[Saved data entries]

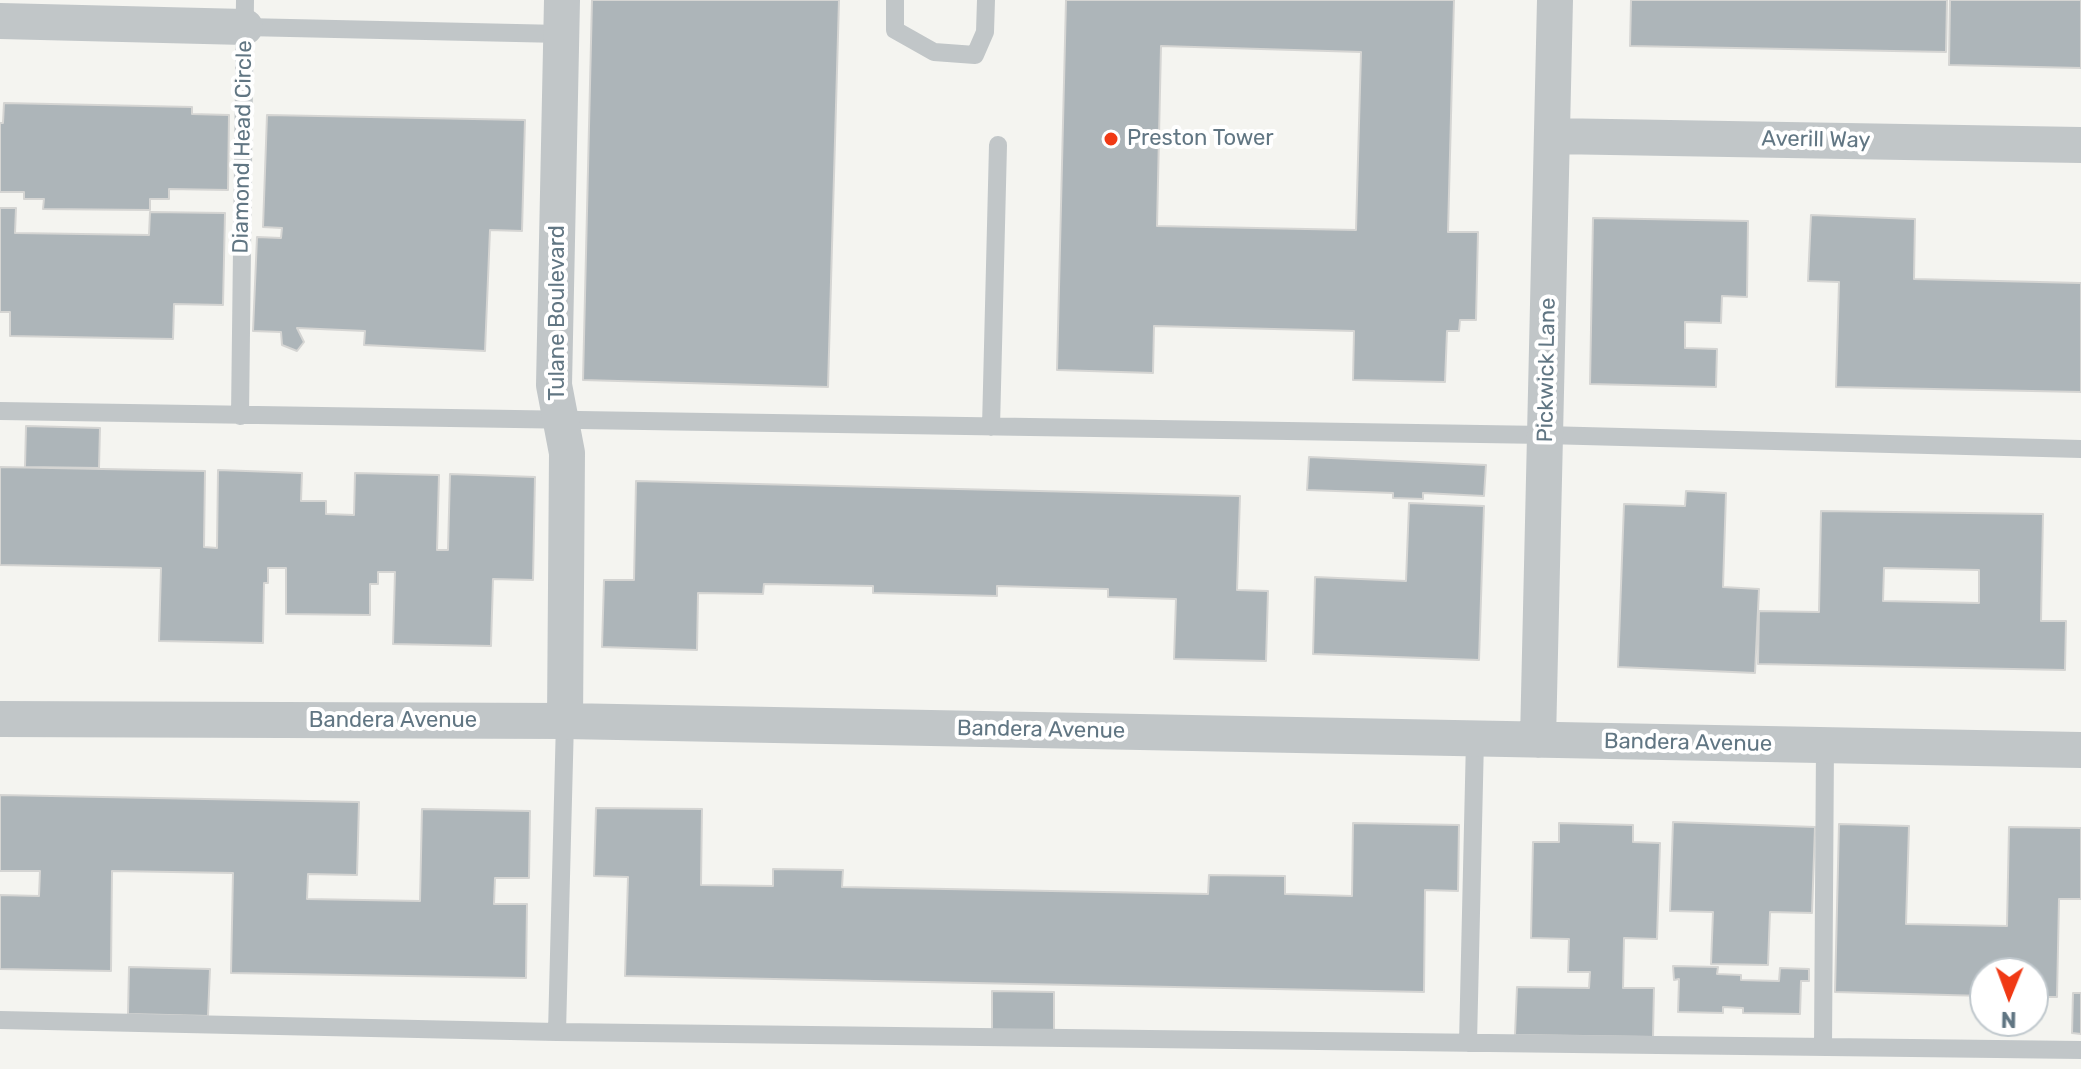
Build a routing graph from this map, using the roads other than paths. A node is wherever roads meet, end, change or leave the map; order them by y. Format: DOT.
graph roads {
  1 [pos="895,0"];
  2 [pos="986,0"];
  3 [pos="1555,0"];
  4 [pos="245,13"];
  5 [pos="562,17"];
  6 [pos="0,21"];
  7 [pos="1552,136"];
  8 [pos="998,145"];
  9 [pos="2081,145"];
  10 [pos="0,411"];
  11 [pos="240,416"];
  12 [pos="560,418"];
  13 [pos="991,427"];
  14 [pos="1545,435"];
  15 [pos="2081,449"];
  16 [pos="0,719"];
  17 [pos="565,721"];
  18 [pos="1475,739"];
  19 [pos="1538,740"];
  20 [pos="1825,745"];
  21 [pos="2081,750"];
  22 [pos="0,1020"];
  23 [pos="557,1032"];
  24 [pos="1468,1043"];
  25 [pos="1823,1047"];
  26 [pos="2081,1050"];
  1 -- 2 [label="lane"];
  3 -- 7 [label="street, Pickwick Lane"];
  4 -- 5 [label="lane"];
  4 -- 6 [label="street, Diamond Head Circle"];
  4 -- 11 [label="lane, Diamond Head Circle"];
  5 -- 12 [label="street, Tulane Boulevard"];
  7 -- 9 [label="street, Averill Way"];
  7 -- 14 [label="street, Pickwick Lane"];
  8 -- 13 [label="lane"];
  10 -- 11 [label="lane"];
  11 -- 12 [label="lane"];
  12 -- 13 [label="lane"];
  12 -- 17 [label="street, Tulane Boulevard"];
  13 -- 14 [label="lane"];
  14 -- 15 [label="lane"];
  14 -- 19 [label="street, Pickwick Lane"];
  16 -- 17 [label="street, Bandera Avenue"];
  17 -- 18 [label="street, Bandera Avenue"];
  17 -- 23 [label="lane"];
  18 -- 19 [label="street, Bandera Avenue"];
  18 -- 24 [label="lane"];
  19 -- 20 [label="street, Bandera Avenue"];
  20 -- 21 [label="street, Bandera Avenue"];
  20 -- 25 [label="lane"];
  22 -- 23 [label="lane"];
  23 -- 24 [label="lane"];
  24 -- 25 [label="lane"];
  25 -- 26 [label="lane"];
}
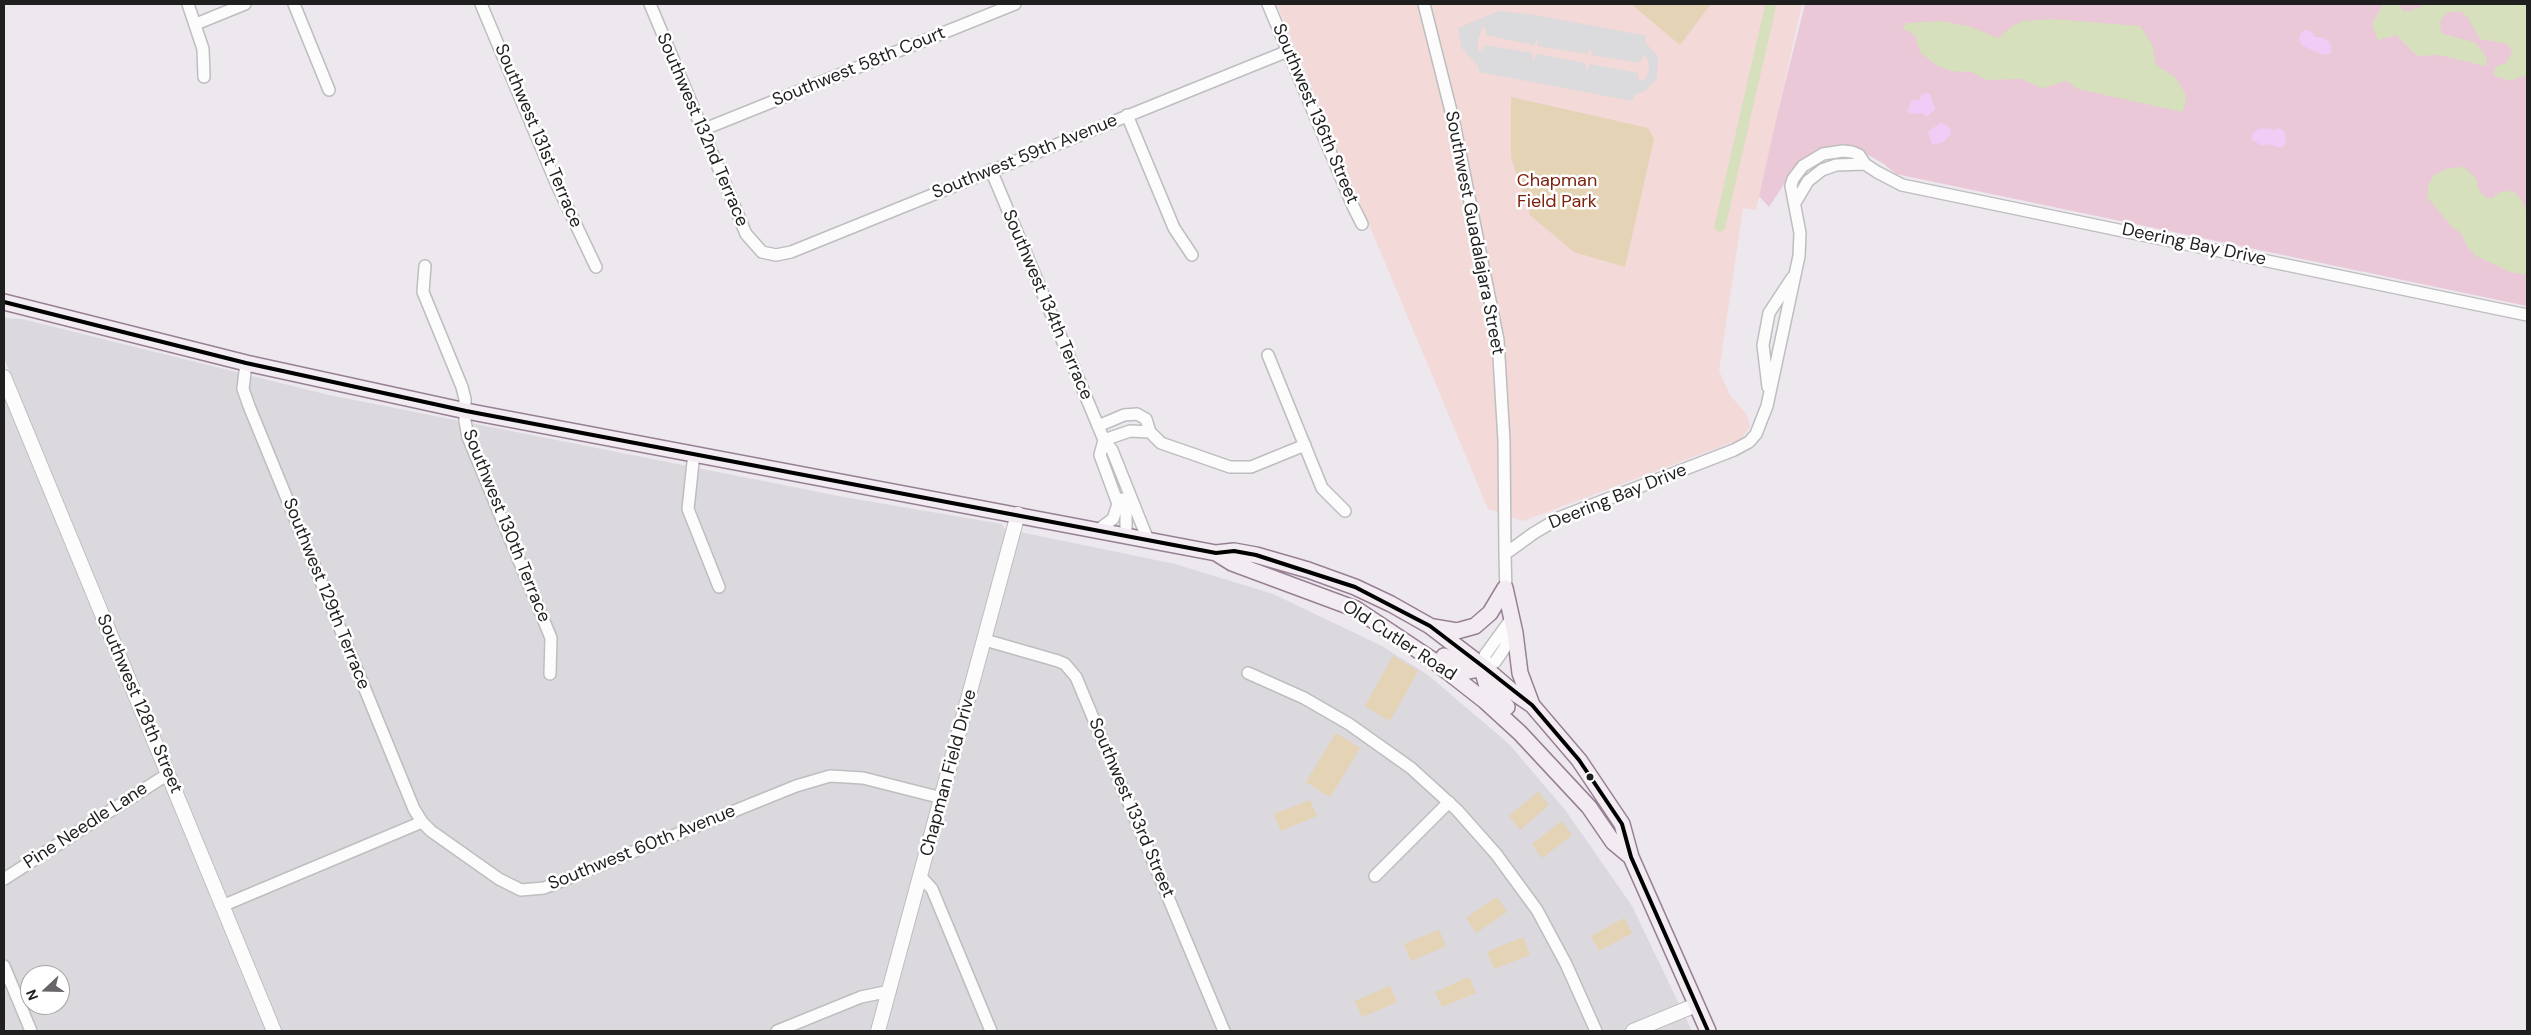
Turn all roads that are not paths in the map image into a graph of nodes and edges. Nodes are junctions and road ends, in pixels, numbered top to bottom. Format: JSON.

- **Problem**: Please write the data out again exactly, but do not carry over the pictures.

- **Task solution**:
Build a routing graph from this map, using the roads other than paths. A node is wherever roads meet, end, change or leave the map; order them by y. Format: DOT.
graph roads {
  1 [pos="895,0"];
  2 [pos="986,0"];
  3 [pos="1555,0"];
  4 [pos="245,13"];
  5 [pos="562,17"];
  6 [pos="0,21"];
  7 [pos="1552,136"];
  8 [pos="998,145"];
  9 [pos="2081,145"];
  10 [pos="0,411"];
  11 [pos="240,416"];
  12 [pos="560,418"];
  13 [pos="991,427"];
  14 [pos="1545,435"];
  15 [pos="2081,449"];
  16 [pos="0,719"];
  17 [pos="565,721"];
  18 [pos="1475,739"];
  19 [pos="1538,740"];
  20 [pos="1825,745"];
  21 [pos="2081,750"];
  22 [pos="0,1020"];
  23 [pos="557,1032"];
  24 [pos="1468,1043"];
  25 [pos="1823,1047"];
  26 [pos="2081,1050"];
  1 -- 2 [label="lane"];
  3 -- 7 [label="street, Pickwick Lane"];
  4 -- 5 [label="lane"];
  4 -- 6 [label="street, Diamond Head Circle"];
  4 -- 11 [label="lane, Diamond Head Circle"];
  5 -- 12 [label="street, Tulane Boulevard"];
  7 -- 9 [label="street, Averill Way"];
  7 -- 14 [label="street, Pickwick Lane"];
  8 -- 13 [label="lane"];
  10 -- 11 [label="lane"];
  11 -- 12 [label="lane"];
  12 -- 13 [label="lane"];
  12 -- 17 [label="street, Tulane Boulevard"];
  13 -- 14 [label="lane"];
  14 -- 15 [label="lane"];
  14 -- 19 [label="street, Pickwick Lane"];
  16 -- 17 [label="street, Bandera Avenue"];
  17 -- 18 [label="street, Bandera Avenue"];
  17 -- 23 [label="lane"];
  18 -- 19 [label="street, Bandera Avenue"];
  18 -- 24 [label="lane"];
  19 -- 20 [label="street, Bandera Avenue"];
  20 -- 21 [label="street, Bandera Avenue"];
  20 -- 25 [label="lane"];
  22 -- 23 [label="lane"];
  23 -- 24 [label="lane"];
  24 -- 25 [label="lane"];
  25 -- 26 [label="lane"];
}
Turn all roads that are not paths in the map image into a graph of nodes and edges. Nodes are junctions and road ends, in pixels, numbered top to bottom. Format: JSON.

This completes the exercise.